(TASK INPUT)

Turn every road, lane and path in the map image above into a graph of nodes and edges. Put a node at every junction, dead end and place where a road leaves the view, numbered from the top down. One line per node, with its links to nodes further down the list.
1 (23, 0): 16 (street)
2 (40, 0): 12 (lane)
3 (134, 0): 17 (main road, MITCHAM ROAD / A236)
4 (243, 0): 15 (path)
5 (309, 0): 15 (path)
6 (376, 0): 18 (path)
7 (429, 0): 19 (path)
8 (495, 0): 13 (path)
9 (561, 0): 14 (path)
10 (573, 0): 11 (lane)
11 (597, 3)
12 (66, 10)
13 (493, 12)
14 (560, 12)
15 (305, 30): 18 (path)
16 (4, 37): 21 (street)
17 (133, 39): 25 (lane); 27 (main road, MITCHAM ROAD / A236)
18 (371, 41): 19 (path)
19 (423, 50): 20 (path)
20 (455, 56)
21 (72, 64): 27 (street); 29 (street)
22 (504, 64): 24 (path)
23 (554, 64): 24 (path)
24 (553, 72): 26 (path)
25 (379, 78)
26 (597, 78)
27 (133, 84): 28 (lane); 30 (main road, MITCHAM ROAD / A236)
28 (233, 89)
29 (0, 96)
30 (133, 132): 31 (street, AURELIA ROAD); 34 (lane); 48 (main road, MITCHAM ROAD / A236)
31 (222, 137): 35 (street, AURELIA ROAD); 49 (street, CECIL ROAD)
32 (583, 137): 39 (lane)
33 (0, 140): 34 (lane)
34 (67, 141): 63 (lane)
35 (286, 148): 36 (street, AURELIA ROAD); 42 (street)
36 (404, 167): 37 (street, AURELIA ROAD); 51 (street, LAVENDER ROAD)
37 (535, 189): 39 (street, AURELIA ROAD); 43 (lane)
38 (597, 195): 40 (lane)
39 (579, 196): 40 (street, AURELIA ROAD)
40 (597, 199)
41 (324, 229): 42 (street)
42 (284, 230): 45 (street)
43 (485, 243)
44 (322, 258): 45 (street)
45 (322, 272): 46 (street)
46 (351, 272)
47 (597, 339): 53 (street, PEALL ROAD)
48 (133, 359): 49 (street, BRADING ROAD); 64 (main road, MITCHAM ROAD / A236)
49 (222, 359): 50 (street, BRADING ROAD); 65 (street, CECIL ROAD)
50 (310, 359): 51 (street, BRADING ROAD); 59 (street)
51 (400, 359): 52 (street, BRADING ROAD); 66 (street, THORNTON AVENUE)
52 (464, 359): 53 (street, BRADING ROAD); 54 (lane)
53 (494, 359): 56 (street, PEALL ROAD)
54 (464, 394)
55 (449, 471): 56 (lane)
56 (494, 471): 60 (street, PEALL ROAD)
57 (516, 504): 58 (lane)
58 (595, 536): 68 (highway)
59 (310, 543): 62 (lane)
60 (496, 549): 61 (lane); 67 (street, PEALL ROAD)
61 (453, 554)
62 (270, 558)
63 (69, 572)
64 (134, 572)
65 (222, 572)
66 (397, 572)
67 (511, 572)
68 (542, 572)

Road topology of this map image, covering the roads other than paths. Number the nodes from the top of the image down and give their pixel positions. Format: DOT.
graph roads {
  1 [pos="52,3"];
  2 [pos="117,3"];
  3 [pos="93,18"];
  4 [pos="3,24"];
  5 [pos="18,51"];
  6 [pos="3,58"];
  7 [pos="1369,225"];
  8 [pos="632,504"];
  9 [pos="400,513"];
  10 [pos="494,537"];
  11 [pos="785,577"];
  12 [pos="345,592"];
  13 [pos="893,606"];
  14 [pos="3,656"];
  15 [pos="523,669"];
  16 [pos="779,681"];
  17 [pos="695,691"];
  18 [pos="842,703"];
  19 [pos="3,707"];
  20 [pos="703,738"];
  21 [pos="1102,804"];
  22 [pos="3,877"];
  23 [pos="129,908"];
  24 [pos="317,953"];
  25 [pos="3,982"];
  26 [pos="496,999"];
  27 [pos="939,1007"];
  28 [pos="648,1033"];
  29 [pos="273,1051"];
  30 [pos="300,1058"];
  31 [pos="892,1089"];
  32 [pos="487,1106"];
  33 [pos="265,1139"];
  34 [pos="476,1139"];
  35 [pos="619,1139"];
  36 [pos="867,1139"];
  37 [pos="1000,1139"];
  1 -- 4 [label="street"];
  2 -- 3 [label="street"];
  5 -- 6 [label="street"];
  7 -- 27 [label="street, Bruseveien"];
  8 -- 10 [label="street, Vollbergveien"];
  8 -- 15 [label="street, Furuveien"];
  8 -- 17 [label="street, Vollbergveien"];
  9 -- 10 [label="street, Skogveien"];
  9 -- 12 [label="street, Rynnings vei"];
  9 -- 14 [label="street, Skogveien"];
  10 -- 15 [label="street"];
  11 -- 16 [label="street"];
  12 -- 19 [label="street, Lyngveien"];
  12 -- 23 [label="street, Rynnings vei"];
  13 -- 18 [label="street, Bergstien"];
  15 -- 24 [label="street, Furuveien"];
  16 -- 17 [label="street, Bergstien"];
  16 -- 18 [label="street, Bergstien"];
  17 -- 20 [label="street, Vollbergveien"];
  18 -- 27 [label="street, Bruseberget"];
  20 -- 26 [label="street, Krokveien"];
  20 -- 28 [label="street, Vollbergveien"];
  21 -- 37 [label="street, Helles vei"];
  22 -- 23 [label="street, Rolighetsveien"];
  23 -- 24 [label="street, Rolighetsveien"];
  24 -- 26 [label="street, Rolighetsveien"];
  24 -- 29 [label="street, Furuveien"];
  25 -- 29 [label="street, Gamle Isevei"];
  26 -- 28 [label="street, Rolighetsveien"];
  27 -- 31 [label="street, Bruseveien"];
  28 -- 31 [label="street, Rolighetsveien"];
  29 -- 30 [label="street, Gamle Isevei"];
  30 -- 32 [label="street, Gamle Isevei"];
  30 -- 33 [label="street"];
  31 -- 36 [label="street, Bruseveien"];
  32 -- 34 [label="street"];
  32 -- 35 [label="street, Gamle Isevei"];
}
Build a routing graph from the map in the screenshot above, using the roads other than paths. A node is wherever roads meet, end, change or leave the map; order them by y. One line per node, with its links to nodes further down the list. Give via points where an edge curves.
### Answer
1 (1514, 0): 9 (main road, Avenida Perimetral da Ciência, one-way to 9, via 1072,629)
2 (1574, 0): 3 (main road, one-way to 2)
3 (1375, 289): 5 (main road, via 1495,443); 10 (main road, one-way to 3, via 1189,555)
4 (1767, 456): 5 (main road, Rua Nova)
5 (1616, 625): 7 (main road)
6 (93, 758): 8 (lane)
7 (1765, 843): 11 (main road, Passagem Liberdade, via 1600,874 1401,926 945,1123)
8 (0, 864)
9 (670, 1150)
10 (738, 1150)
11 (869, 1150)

(End TASK INPUT)

- YOUR GOAL
Give back exactly the lines from the one that contains "Build a routing" to the end of the data above, both of those lines included.

- WRITTEN REPLY
Build a routing graph from the map in the screenshot above, using the roads other than paths. A node is wherever roads meet, end, change or leave the map; order them by y. One line per node, with its links to nodes further down the list. Give via points where an edge curves.
### Answer
1 (1514, 0): 9 (main road, Avenida Perimetral da Ciência, one-way to 9, via 1072,629)
2 (1574, 0): 3 (main road, one-way to 2)
3 (1375, 289): 5 (main road, via 1495,443); 10 (main road, one-way to 3, via 1189,555)
4 (1767, 456): 5 (main road, Rua Nova)
5 (1616, 625): 7 (main road)
6 (93, 758): 8 (lane)
7 (1765, 843): 11 (main road, Passagem Liberdade, via 1600,874 1401,926 945,1123)
8 (0, 864)
9 (670, 1150)
10 (738, 1150)
11 (869, 1150)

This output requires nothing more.